*Exercise requirements*
Return the data below exactly, please, but drop the pictures.

*Task inputs*
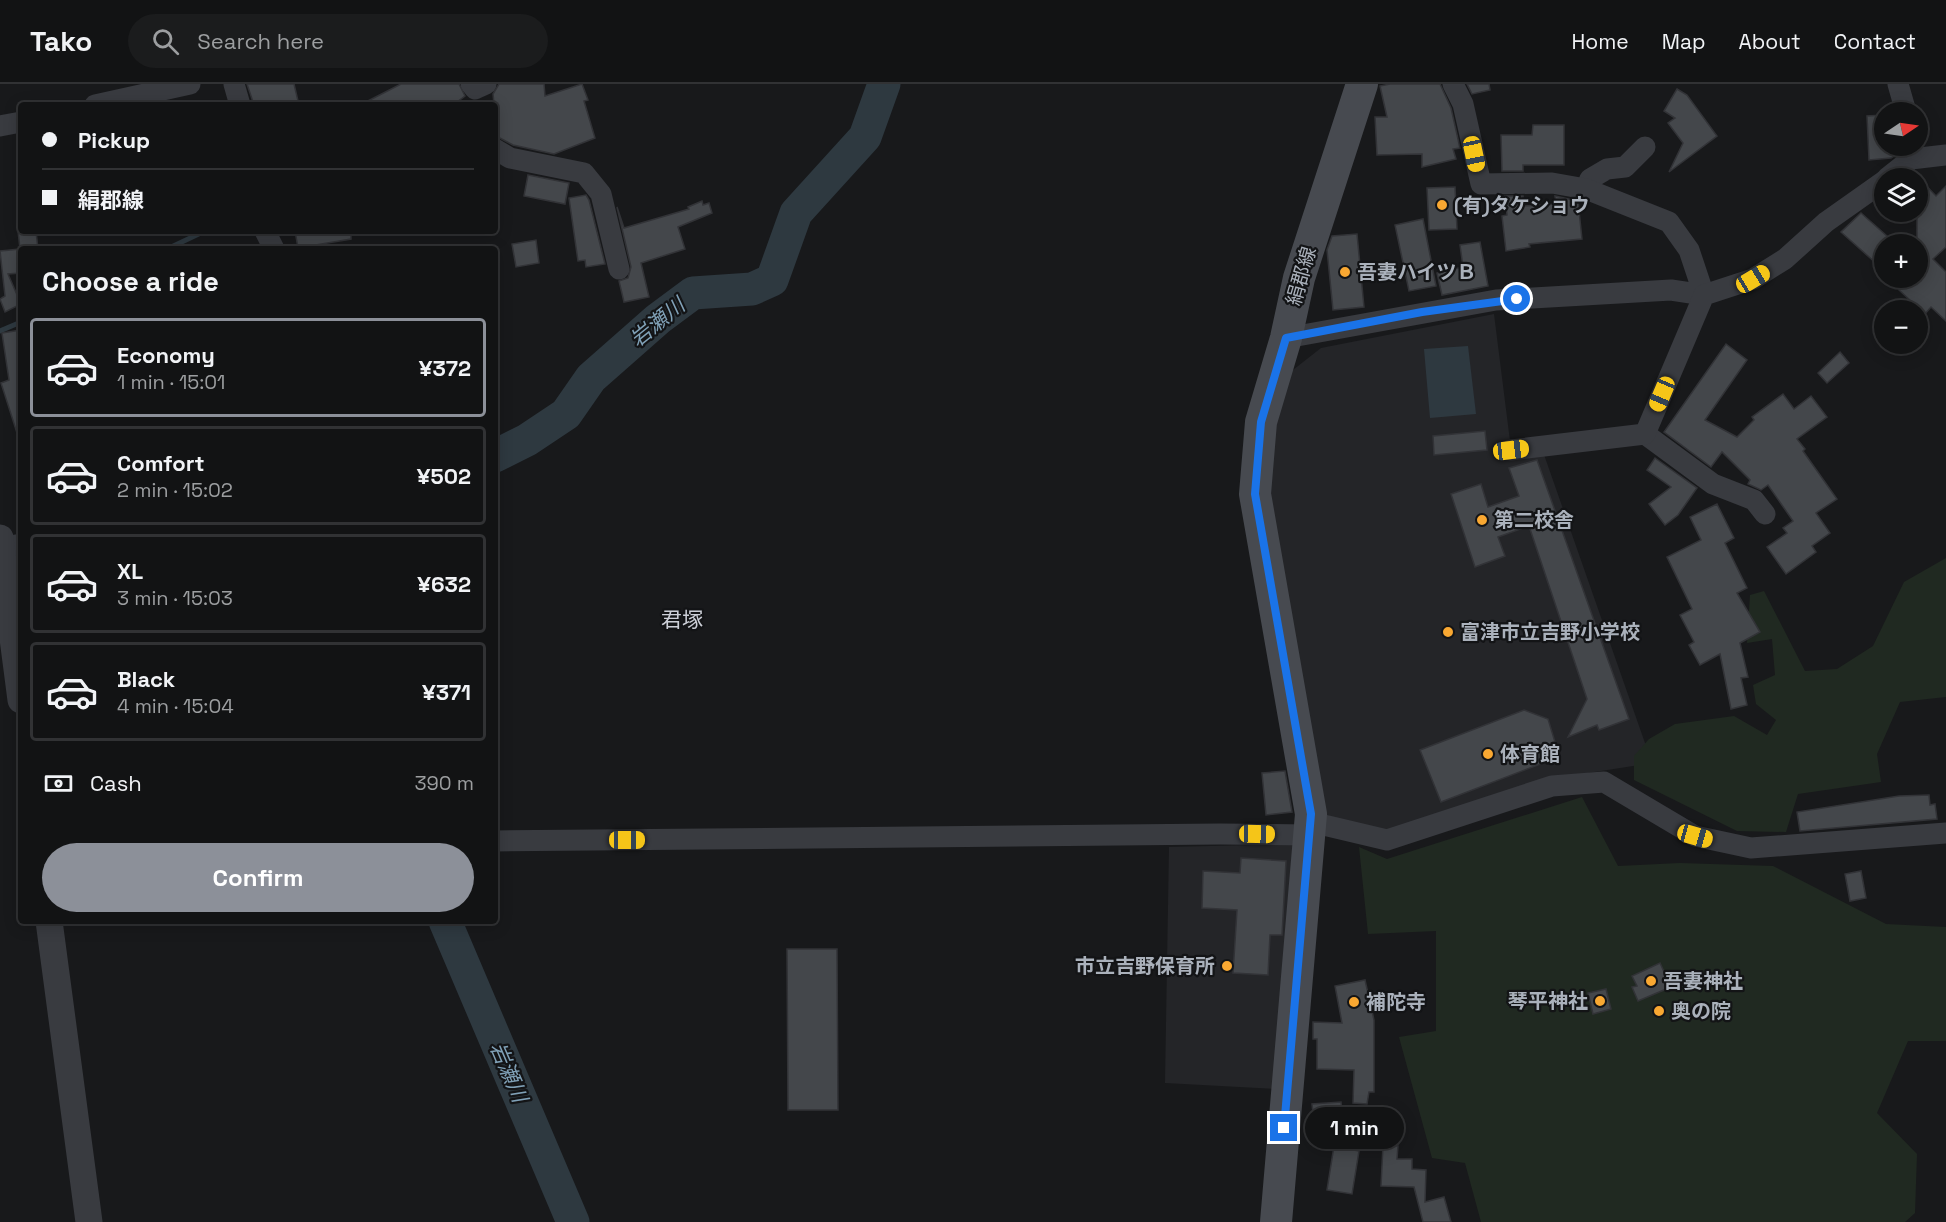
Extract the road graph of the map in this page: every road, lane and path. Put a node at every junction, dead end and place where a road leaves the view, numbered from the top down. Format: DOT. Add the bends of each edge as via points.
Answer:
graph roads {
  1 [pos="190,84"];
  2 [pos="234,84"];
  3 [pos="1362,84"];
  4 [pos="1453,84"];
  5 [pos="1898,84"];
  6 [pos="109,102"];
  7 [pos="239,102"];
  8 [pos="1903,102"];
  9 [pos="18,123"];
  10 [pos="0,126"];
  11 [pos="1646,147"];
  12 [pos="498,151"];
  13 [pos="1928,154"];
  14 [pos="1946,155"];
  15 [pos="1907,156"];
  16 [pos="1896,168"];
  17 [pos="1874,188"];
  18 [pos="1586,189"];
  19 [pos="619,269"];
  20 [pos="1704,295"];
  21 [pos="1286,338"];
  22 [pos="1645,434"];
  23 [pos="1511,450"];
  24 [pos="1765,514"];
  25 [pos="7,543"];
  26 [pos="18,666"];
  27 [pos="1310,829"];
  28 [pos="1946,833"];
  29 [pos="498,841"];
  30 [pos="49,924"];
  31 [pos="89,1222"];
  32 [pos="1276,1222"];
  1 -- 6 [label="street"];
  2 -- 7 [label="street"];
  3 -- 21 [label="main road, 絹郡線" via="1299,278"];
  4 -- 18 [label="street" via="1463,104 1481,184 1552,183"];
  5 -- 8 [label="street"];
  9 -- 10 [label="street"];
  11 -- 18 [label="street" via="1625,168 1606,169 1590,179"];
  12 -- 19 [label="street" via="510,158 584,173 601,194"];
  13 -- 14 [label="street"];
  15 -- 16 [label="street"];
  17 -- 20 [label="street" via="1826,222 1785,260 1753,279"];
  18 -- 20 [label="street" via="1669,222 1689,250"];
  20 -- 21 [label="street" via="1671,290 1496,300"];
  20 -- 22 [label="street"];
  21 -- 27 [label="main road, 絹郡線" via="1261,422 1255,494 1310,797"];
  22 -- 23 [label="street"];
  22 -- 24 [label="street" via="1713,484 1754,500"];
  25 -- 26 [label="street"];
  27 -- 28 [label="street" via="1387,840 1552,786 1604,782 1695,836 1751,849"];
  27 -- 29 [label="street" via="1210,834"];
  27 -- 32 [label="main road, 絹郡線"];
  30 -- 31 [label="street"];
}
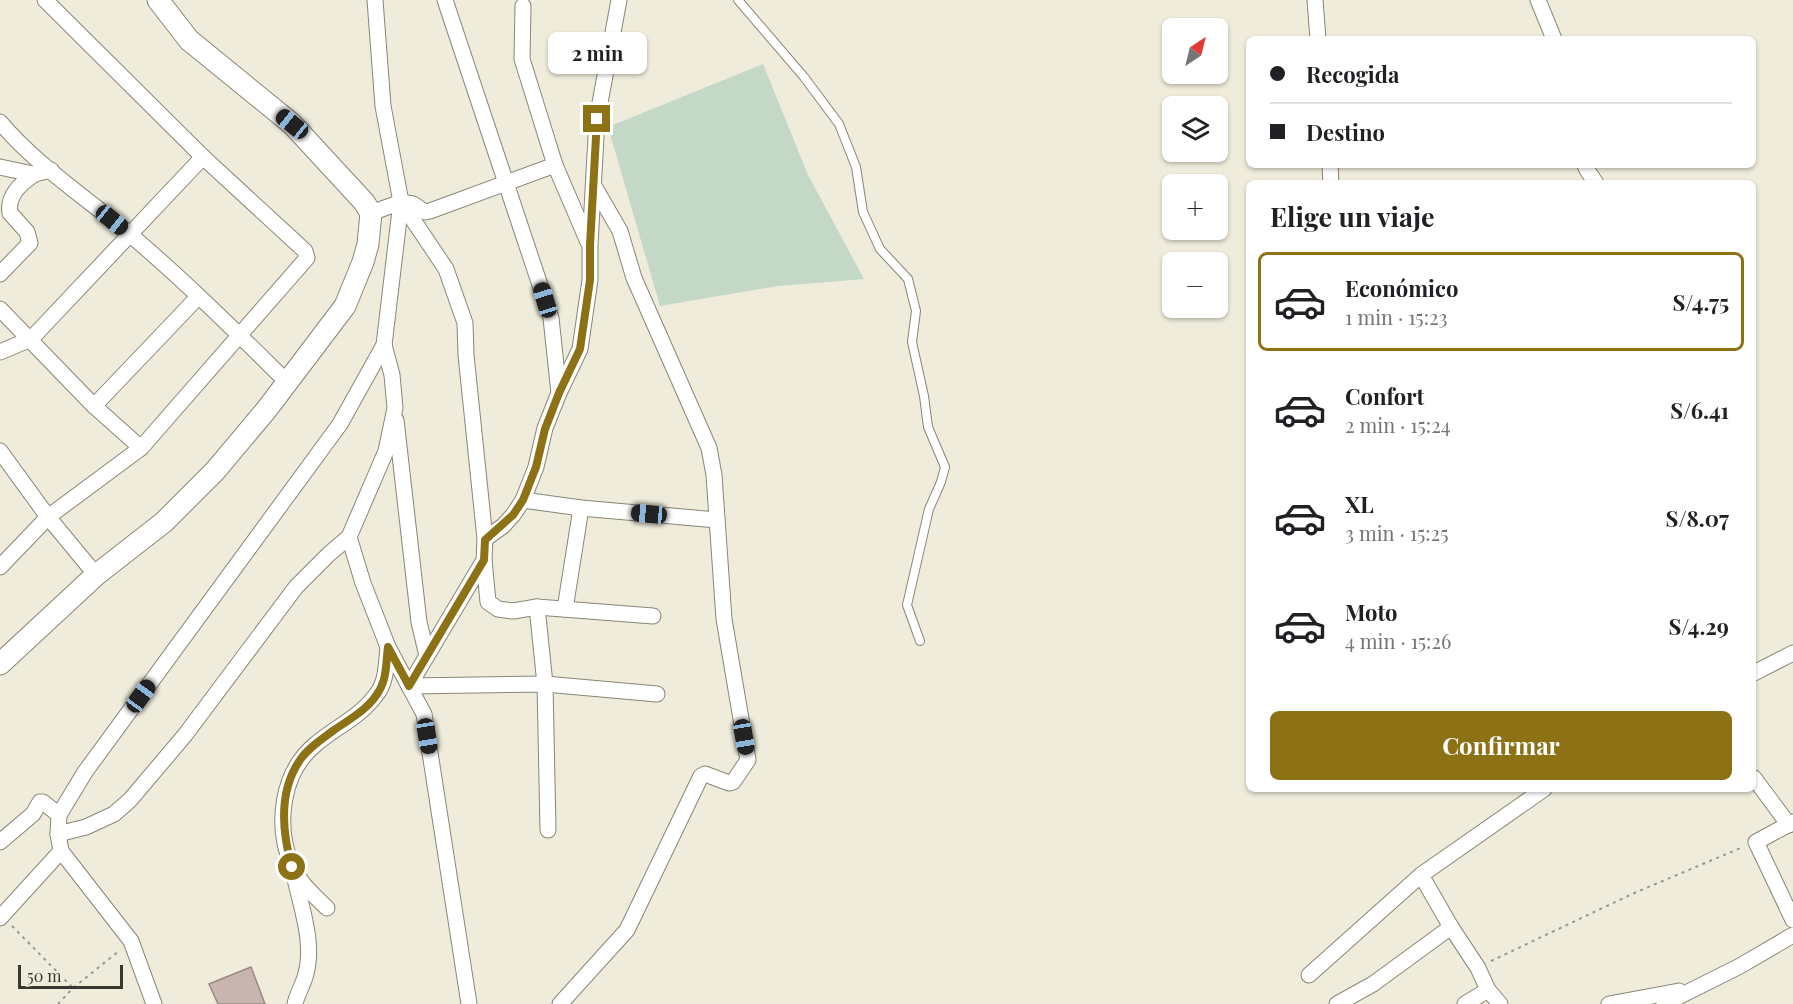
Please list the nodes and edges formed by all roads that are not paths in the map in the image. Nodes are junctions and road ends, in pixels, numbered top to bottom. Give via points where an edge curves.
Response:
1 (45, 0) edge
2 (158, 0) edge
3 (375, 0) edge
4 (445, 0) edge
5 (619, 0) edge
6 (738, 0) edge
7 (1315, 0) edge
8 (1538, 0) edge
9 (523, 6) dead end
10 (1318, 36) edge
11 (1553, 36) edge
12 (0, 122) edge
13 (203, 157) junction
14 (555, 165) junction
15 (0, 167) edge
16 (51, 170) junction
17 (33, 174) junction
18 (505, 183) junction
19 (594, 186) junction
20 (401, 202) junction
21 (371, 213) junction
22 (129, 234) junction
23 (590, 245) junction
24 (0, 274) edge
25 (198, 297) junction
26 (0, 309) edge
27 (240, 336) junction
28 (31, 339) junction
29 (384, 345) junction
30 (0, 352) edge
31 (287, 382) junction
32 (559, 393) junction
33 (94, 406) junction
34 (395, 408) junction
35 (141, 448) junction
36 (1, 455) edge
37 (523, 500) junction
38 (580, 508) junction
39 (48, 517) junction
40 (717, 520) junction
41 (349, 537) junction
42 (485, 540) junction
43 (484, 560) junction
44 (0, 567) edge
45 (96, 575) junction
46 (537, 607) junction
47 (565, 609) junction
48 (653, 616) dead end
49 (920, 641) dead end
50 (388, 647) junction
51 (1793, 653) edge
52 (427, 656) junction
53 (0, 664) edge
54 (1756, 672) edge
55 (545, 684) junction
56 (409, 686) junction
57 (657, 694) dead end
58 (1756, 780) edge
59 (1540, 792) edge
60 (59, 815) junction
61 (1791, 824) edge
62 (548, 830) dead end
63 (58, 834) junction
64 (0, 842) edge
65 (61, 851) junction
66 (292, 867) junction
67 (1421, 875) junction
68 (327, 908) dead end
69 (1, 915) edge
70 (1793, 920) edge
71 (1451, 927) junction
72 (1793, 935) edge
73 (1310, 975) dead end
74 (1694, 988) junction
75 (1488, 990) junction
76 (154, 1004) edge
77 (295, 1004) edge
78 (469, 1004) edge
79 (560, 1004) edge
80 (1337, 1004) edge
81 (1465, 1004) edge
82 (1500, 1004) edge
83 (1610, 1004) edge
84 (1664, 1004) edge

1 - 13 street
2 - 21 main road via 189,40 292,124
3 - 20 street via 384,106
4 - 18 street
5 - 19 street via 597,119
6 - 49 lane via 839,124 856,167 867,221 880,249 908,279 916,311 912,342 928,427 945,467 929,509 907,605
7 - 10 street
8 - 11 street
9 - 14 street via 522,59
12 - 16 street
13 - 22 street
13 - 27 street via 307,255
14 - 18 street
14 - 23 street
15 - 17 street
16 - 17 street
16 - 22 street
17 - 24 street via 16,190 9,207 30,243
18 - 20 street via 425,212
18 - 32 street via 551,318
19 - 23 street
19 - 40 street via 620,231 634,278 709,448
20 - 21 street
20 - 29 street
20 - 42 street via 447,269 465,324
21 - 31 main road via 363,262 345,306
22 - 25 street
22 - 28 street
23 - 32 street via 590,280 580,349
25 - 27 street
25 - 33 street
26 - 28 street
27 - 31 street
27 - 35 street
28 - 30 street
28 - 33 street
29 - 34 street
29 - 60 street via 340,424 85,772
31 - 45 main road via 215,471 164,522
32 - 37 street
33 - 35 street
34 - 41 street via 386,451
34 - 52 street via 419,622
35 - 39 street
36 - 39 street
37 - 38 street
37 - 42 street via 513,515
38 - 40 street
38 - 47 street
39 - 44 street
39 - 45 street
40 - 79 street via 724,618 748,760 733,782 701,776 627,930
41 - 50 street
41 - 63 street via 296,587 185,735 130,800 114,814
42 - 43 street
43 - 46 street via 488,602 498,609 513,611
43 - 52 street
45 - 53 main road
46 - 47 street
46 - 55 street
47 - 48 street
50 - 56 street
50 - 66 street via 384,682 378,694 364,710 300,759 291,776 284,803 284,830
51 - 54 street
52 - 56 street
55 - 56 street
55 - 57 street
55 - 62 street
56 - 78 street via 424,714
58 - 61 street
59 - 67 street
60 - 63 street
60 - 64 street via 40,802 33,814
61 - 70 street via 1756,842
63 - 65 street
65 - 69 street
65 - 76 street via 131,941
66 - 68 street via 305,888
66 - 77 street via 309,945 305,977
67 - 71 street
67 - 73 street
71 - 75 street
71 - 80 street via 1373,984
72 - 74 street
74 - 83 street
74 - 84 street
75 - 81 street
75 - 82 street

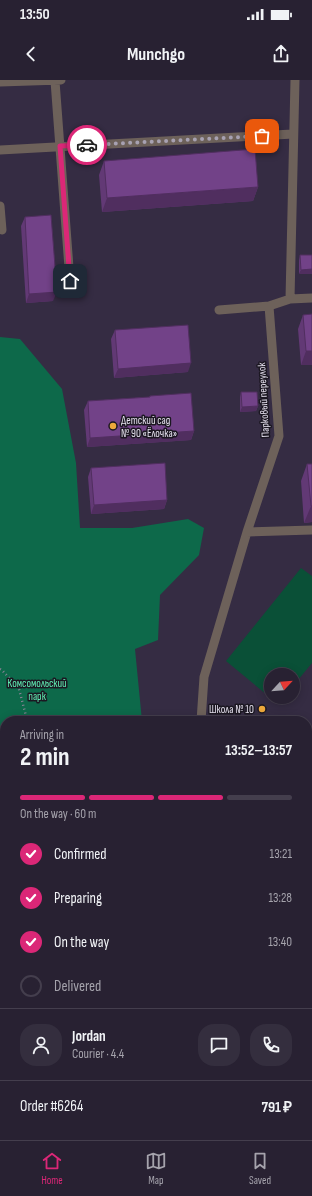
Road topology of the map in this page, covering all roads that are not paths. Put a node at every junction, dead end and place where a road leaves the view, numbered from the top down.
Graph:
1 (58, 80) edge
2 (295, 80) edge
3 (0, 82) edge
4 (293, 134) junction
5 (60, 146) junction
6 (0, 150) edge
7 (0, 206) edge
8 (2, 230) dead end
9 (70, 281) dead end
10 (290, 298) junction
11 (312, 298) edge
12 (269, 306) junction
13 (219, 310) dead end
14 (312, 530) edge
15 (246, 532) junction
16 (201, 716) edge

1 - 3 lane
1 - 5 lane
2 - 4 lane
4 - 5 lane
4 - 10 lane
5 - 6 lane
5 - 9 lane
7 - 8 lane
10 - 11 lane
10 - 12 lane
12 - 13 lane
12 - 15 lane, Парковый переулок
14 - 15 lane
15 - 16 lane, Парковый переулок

*Task solution*
Extract the road graph of the map in this page: every road, lane and path. Put a node at every junction, dead end and place where a road leaves the view, numbered from the top down. Format: DOT. Add the bends of each edge as via points.
Answer:
graph roads {
  1 [pos="190,84"];
  2 [pos="234,84"];
  3 [pos="1362,84"];
  4 [pos="1453,84"];
  5 [pos="1898,84"];
  6 [pos="109,102"];
  7 [pos="239,102"];
  8 [pos="1903,102"];
  9 [pos="18,123"];
  10 [pos="0,126"];
  11 [pos="1646,147"];
  12 [pos="498,151"];
  13 [pos="1928,154"];
  14 [pos="1946,155"];
  15 [pos="1907,156"];
  16 [pos="1896,168"];
  17 [pos="1874,188"];
  18 [pos="1586,189"];
  19 [pos="619,269"];
  20 [pos="1704,295"];
  21 [pos="1286,338"];
  22 [pos="1645,434"];
  23 [pos="1511,450"];
  24 [pos="1765,514"];
  25 [pos="7,543"];
  26 [pos="18,666"];
  27 [pos="1310,829"];
  28 [pos="1946,833"];
  29 [pos="498,841"];
  30 [pos="49,924"];
  31 [pos="89,1222"];
  32 [pos="1276,1222"];
  1 -- 6 [label="street"];
  2 -- 7 [label="street"];
  3 -- 21 [label="main road, 絹郡線" via="1299,278"];
  4 -- 18 [label="street" via="1463,104 1481,184 1552,183"];
  5 -- 8 [label="street"];
  9 -- 10 [label="street"];
  11 -- 18 [label="street" via="1625,168 1606,169 1590,179"];
  12 -- 19 [label="street" via="510,158 584,173 601,194"];
  13 -- 14 [label="street"];
  15 -- 16 [label="street"];
  17 -- 20 [label="street" via="1826,222 1785,260 1753,279"];
  18 -- 20 [label="street" via="1669,222 1689,250"];
  20 -- 21 [label="street" via="1671,290 1496,300"];
  20 -- 22 [label="street"];
  21 -- 27 [label="main road, 絹郡線" via="1261,422 1255,494 1310,797"];
  22 -- 23 [label="street"];
  22 -- 24 [label="street" via="1713,484 1754,500"];
  25 -- 26 [label="street"];
  27 -- 28 [label="street" via="1387,840 1552,786 1604,782 1695,836 1751,849"];
  27 -- 29 [label="street" via="1210,834"];
  27 -- 32 [label="main road, 絹郡線"];
  30 -- 31 [label="street"];
}
Please list the nodes and edges formed by all roads that are not paths in the map in the image. Nodes are junctions and road ends, in pixels, numbered top to bottom. Give via points where an edge curves.
Response:
1 (45, 0) edge
2 (158, 0) edge
3 (375, 0) edge
4 (445, 0) edge
5 (619, 0) edge
6 (738, 0) edge
7 (1315, 0) edge
8 (1538, 0) edge
9 (523, 6) dead end
10 (1318, 36) edge
11 (1553, 36) edge
12 (0, 122) edge
13 (203, 157) junction
14 (555, 165) junction
15 (0, 167) edge
16 (51, 170) junction
17 (33, 174) junction
18 (505, 183) junction
19 (594, 186) junction
20 (401, 202) junction
21 (371, 213) junction
22 (129, 234) junction
23 (590, 245) junction
24 (0, 274) edge
25 (198, 297) junction
26 (0, 309) edge
27 (240, 336) junction
28 (31, 339) junction
29 (384, 345) junction
30 (0, 352) edge
31 (287, 382) junction
32 (559, 393) junction
33 (94, 406) junction
34 (395, 408) junction
35 (141, 448) junction
36 (1, 455) edge
37 (523, 500) junction
38 (580, 508) junction
39 (48, 517) junction
40 (717, 520) junction
41 (349, 537) junction
42 (485, 540) junction
43 (484, 560) junction
44 (0, 567) edge
45 (96, 575) junction
46 (537, 607) junction
47 (565, 609) junction
48 (653, 616) dead end
49 (920, 641) dead end
50 (388, 647) junction
51 (1793, 653) edge
52 (427, 656) junction
53 (0, 664) edge
54 (1756, 672) edge
55 (545, 684) junction
56 (409, 686) junction
57 (657, 694) dead end
58 (1756, 780) edge
59 (1540, 792) edge
60 (59, 815) junction
61 (1791, 824) edge
62 (548, 830) dead end
63 (58, 834) junction
64 (0, 842) edge
65 (61, 851) junction
66 (292, 867) junction
67 (1421, 875) junction
68 (327, 908) dead end
69 (1, 915) edge
70 (1793, 920) edge
71 (1451, 927) junction
72 (1793, 935) edge
73 (1310, 975) dead end
74 (1694, 988) junction
75 (1488, 990) junction
76 (154, 1004) edge
77 (295, 1004) edge
78 (469, 1004) edge
79 (560, 1004) edge
80 (1337, 1004) edge
81 (1465, 1004) edge
82 (1500, 1004) edge
83 (1610, 1004) edge
84 (1664, 1004) edge

1 - 13 street
2 - 21 main road via 189,40 292,124
3 - 20 street via 384,106
4 - 18 street
5 - 19 street via 597,119
6 - 49 lane via 839,124 856,167 867,221 880,249 908,279 916,311 912,342 928,427 945,467 929,509 907,605
7 - 10 street
8 - 11 street
9 - 14 street via 522,59
12 - 16 street
13 - 22 street
13 - 27 street via 307,255
14 - 18 street
14 - 23 street
15 - 17 street
16 - 17 street
16 - 22 street
17 - 24 street via 16,190 9,207 30,243
18 - 20 street via 425,212
18 - 32 street via 551,318
19 - 23 street
19 - 40 street via 620,231 634,278 709,448
20 - 21 street
20 - 29 street
20 - 42 street via 447,269 465,324
21 - 31 main road via 363,262 345,306
22 - 25 street
22 - 28 street
23 - 32 street via 590,280 580,349
25 - 27 street
25 - 33 street
26 - 28 street
27 - 31 street
27 - 35 street
28 - 30 street
28 - 33 street
29 - 34 street
29 - 60 street via 340,424 85,772
31 - 45 main road via 215,471 164,522
32 - 37 street
33 - 35 street
34 - 41 street via 386,451
34 - 52 street via 419,622
35 - 39 street
36 - 39 street
37 - 38 street
37 - 42 street via 513,515
38 - 40 street
38 - 47 street
39 - 44 street
39 - 45 street
40 - 79 street via 724,618 748,760 733,782 701,776 627,930
41 - 50 street
41 - 63 street via 296,587 185,735 130,800 114,814
42 - 43 street
43 - 46 street via 488,602 498,609 513,611
43 - 52 street
45 - 53 main road
46 - 47 street
46 - 55 street
47 - 48 street
50 - 56 street
50 - 66 street via 384,682 378,694 364,710 300,759 291,776 284,803 284,830
51 - 54 street
52 - 56 street
55 - 56 street
55 - 57 street
55 - 62 street
56 - 78 street via 424,714
58 - 61 street
59 - 67 street
60 - 63 street
60 - 64 street via 40,802 33,814
61 - 70 street via 1756,842
63 - 65 street
65 - 69 street
65 - 76 street via 131,941
66 - 68 street via 305,888
66 - 77 street via 309,945 305,977
67 - 71 street
67 - 73 street
71 - 75 street
71 - 80 street via 1373,984
72 - 74 street
74 - 83 street
74 - 84 street
75 - 81 street
75 - 82 street

Road topology of the map in this page, covering all roads that are not paths. Put a node at every junction, dead end and place where a road leaves the view, numbered from the top down.
Graph:
1 (58, 80) edge
2 (295, 80) edge
3 (0, 82) edge
4 (293, 134) junction
5 (60, 146) junction
6 (0, 150) edge
7 (0, 206) edge
8 (2, 230) dead end
9 (70, 281) dead end
10 (290, 298) junction
11 (312, 298) edge
12 (269, 306) junction
13 (219, 310) dead end
14 (312, 530) edge
15 (246, 532) junction
16 (201, 716) edge

1 - 3 lane
1 - 5 lane
2 - 4 lane
4 - 5 lane
4 - 10 lane
5 - 6 lane
5 - 9 lane
7 - 8 lane
10 - 11 lane
10 - 12 lane
12 - 13 lane
12 - 15 lane, Парковый переулок
14 - 15 lane
15 - 16 lane, Парковый переулок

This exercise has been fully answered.